- Cows graze on any number of cattle farms across the country but mainly in the Midwest. Corn fed, grass fed and others types of cow farms exist in states like Montana, Colorado, Utah and many others. Each farm raises certain types of cows, that become certain types of beef from steak to hamburg meat, to brisket and filet mignon. Each one requires types of feed. Hamburger cows are typically corn-fed, but as we all know, hamburgers can be made from the most sacred of beef meat like Black Angus.
- Each cow on a farm is used for many different purposes. Although the grade of the meat depends on the feed and other factors, the type of meat (chuck steak, t-bone, brisket) depends on the body section the meat came from. So, when a cow is butchered, certain sections of the cow end up in different packages of meat and are used for different things. The part of a cow that is typically used for hamburger is called chuck steak, which is cut from back of the neck of the cow.

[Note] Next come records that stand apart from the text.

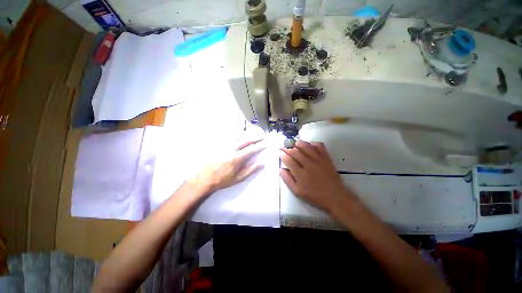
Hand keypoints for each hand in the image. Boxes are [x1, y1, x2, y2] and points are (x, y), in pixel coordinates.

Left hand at [193, 138, 266, 193]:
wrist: (205, 178)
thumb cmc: (223, 179)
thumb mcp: (238, 178)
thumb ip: (250, 170)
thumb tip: (261, 164)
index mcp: (237, 158)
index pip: (251, 149)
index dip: (260, 145)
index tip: (266, 142)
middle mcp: (231, 149)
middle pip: (246, 140)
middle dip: (256, 137)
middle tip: (263, 135)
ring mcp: (224, 145)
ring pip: (238, 136)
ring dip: (247, 133)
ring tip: (254, 132)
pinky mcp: (219, 145)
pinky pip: (229, 136)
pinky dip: (237, 134)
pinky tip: (240, 134)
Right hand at [279, 140, 355, 213]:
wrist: (335, 197)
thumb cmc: (315, 196)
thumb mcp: (298, 192)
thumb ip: (287, 180)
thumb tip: (280, 169)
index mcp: (300, 174)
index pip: (288, 160)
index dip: (282, 155)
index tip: (279, 152)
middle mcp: (308, 164)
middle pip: (295, 152)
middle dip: (287, 148)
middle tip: (283, 147)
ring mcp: (318, 160)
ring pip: (306, 146)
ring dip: (298, 143)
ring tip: (293, 143)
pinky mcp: (326, 158)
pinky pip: (319, 146)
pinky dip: (312, 143)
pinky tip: (308, 145)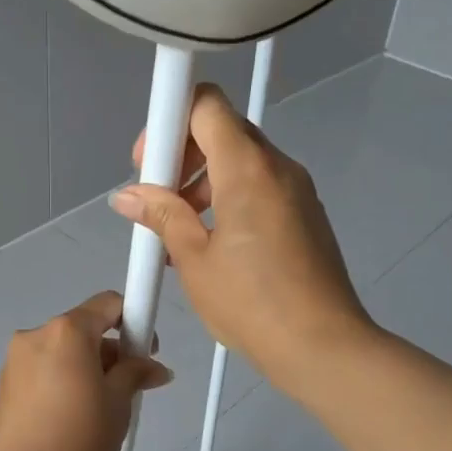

- Cows are butchered in large factories and certain cuts are packaged and sold to grocery stores. Many of these grocery stores will buy large cuts of beef and then butcher these down into smaller cuts that you or I would buy. A grocery store could purchase an entire chuck steak section of a cow and then cut some into steaks and some into hamburger. In some cases, the factory will grind entire chuck sections for hamburger meat and send it to a processing facility, which then turns the hamburger into patties. It sells these to a distributor, which sells them to grocery stores and restaurants.
- No matter what facility the hamburger comes from, it eventually ends up in the hands (or frying pan) or a restaurant or consumer. Anyone can go to the grocery store and buy a pound of hamburger, then mash the hamburger into patties and throw it on the grill to celebrate the fourth of July. Or, you can order a hamburger at McDonald's, and enjoy it just the same.